FSA accused of failing policyholders
The City watchdog was today criticised for failing to protect the interests of policyholders in with-profit funds.
The Treasury Select Committee said the Financial Services Authority (FSA) was not providing a robust enough framework to manage the conflicts of interest relating to so-called inherited estates.
The term inherited estate refers to money that has built up in with-profits funds over the years that is surplus to what is needed to meet the fund’s liabilities.
The money accumulates because insurers withhold a proportion of investment returns during good years to pay out in bad ones.
But companies’ use of inherited estates has been the subject of controversy in recent years, with consumer groups arguing that they should not be allowed to use the money to meet mis-selling claims, pay shareholders’ tax and subsidise new business.
They instead argue that the money should be returned to policyholders through a special distribution.
The Treasury Select Committee agreed that it was “inappropriate” for firms to pay compensation to people who were mis-sold products out of the inherited estate, arguing that these costs should be borne by shareholders.
Chairman of the Committee John McFall said: “I was astonished that the Prudential had taken £1.6 billion from their inherited estate to pay the costs of compensation arising from mis-selling.
“By reducing the size of the inherited estate in this way, the firm’s policyholders have a much lower chance of receiving a special distribution than they would have done otherwise.”

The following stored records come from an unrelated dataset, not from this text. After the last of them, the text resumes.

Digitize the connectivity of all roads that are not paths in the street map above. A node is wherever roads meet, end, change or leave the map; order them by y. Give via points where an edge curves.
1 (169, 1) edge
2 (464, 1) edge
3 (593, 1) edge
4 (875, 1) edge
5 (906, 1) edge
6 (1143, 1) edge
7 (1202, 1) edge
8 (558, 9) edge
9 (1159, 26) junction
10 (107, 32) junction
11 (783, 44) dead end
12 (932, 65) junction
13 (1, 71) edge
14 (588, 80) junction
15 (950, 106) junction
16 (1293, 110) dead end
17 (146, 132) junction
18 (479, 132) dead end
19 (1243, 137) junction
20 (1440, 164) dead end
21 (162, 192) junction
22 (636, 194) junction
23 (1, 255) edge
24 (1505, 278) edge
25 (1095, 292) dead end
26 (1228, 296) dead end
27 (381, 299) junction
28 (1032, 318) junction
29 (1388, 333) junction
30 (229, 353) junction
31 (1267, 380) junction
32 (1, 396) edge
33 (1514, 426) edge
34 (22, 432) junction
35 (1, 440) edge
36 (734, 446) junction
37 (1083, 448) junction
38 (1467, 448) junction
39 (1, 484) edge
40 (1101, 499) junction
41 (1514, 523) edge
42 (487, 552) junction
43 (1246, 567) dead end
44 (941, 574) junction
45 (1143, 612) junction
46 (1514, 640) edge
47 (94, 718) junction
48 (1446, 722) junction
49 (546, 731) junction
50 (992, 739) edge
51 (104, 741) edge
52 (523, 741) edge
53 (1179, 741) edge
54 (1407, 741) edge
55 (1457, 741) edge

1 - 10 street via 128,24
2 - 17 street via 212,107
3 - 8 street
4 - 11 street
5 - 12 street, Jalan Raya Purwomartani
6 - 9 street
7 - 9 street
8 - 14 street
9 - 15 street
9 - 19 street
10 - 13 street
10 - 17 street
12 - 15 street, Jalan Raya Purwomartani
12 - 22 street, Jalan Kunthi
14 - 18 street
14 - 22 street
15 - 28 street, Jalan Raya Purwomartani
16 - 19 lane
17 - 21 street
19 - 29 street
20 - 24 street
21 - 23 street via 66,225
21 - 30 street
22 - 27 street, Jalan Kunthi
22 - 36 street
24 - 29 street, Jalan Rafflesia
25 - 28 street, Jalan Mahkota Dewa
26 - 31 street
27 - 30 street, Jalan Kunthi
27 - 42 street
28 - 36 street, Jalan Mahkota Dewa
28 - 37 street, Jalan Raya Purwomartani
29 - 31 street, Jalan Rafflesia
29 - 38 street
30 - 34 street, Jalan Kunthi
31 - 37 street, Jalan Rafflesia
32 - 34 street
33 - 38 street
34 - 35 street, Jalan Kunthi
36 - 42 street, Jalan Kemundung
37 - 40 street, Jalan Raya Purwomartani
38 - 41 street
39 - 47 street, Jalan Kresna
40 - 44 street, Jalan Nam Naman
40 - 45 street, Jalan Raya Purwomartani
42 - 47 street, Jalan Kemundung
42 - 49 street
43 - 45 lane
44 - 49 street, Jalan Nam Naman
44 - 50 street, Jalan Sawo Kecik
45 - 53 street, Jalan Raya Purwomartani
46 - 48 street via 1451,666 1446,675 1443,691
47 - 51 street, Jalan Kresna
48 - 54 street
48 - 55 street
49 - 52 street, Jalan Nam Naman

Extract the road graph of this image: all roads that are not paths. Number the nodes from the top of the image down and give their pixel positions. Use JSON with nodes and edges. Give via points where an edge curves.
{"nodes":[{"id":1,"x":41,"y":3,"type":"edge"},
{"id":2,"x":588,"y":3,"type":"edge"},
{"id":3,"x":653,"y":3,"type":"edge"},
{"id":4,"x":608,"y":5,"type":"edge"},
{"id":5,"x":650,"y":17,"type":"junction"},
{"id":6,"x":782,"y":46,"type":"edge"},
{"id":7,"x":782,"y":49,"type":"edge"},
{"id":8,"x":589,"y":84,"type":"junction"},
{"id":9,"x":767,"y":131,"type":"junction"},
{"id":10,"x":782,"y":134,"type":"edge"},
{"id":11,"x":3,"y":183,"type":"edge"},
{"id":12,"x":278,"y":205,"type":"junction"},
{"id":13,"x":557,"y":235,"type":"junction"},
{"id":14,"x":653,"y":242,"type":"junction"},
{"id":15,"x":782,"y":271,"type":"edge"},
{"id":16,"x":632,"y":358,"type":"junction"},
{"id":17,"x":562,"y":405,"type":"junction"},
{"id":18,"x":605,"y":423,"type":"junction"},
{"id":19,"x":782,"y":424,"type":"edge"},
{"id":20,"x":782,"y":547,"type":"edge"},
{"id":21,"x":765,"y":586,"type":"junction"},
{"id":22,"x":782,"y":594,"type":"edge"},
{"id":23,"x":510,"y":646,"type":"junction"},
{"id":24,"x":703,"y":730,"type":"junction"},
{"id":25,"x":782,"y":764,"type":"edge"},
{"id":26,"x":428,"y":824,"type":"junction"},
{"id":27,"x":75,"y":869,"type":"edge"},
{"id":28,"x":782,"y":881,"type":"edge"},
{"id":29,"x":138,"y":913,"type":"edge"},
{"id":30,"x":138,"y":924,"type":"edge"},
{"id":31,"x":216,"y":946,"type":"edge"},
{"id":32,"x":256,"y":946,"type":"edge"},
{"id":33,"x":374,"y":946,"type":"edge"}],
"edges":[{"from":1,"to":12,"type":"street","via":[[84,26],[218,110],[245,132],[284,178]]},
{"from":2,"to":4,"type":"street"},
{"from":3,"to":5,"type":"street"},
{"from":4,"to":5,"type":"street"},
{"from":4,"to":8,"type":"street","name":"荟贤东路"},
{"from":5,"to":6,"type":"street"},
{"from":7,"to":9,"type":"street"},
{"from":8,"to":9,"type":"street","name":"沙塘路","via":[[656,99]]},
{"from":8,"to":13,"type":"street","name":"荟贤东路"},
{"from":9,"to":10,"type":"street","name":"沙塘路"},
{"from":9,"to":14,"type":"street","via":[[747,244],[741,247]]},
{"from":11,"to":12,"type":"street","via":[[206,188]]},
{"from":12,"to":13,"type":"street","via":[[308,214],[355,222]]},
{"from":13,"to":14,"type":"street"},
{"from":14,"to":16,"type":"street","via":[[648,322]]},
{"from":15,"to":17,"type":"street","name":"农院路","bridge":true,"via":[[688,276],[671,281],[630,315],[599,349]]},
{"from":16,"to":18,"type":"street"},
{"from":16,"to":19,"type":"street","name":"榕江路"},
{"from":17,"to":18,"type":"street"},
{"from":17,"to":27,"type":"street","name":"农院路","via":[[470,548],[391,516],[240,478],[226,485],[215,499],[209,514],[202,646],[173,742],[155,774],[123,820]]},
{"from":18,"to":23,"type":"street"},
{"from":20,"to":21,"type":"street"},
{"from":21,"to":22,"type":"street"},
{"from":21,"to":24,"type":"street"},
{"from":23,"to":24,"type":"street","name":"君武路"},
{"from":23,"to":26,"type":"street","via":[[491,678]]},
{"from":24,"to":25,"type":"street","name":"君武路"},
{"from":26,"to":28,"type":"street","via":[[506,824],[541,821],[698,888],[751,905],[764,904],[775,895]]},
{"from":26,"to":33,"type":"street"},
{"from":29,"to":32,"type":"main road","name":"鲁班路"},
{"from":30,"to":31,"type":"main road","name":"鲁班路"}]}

The FSA is currently looking at the issue, and launched a consultation last month with a view to ending the practice.
The Committee was also critical of firms for using surplus funds to pay shareholder tax and called on the FSA to consult on ending this by the end of 2008.
It claimed the practice was a “striking example” of how certain life firms were able to use their discretion to “further shareholders’ interests to the detriment of policyholders”.
It added that the FSA’s regulation of the issue was “barmy” as it allowed firms that had always charged tax to the inherited estate to continue doing so, while those that had not were barred from doing so.
The report also criticised firms for funding new business from inherited estates, while it called for With-Profits Committees, who are supposed to protect policyholders’ interests, to be given an explicit role in ensuring they are treated fairly in line with the FSA’s principles.
But the report said the use of inherited estates to smooth returns for policyholders between good years and bad ones was appropriate, although it called on the industry to make the process more transparent.
It criticised the fact that when firms did decide to return money to policyholders, they often phased payments over several years.
Norwich Union is currently returning £2.1 billion to certain of its with-profits policyholders, but it is making the payments over three years.
The Committee said this phasing meant many of the group’s longest standing policyholders would not receive all of the money when their policies matured, while those who decided to leave the fund would also miss out.
Overall, the report said the FSA had failed to develop clear principles for the regulation of inherited estates, instead becoming “embroiled in making judgments in the round” and “micro-regulating particular firms’ situations”.
Mr McFall said: “The approach taken by the FSA towards inherited estates seems a long way from the philosophy of ‘principles-based regulation’ to which it aspires.
“Policyholders need to have confidence that their interests are being protected, but the current oversight by the FSA gives no such assurance.
“Policyholders deserve a regulatory framework based on a clear set of principles and unambiguous guidance on how inherited estate can be used by life firms’ management.”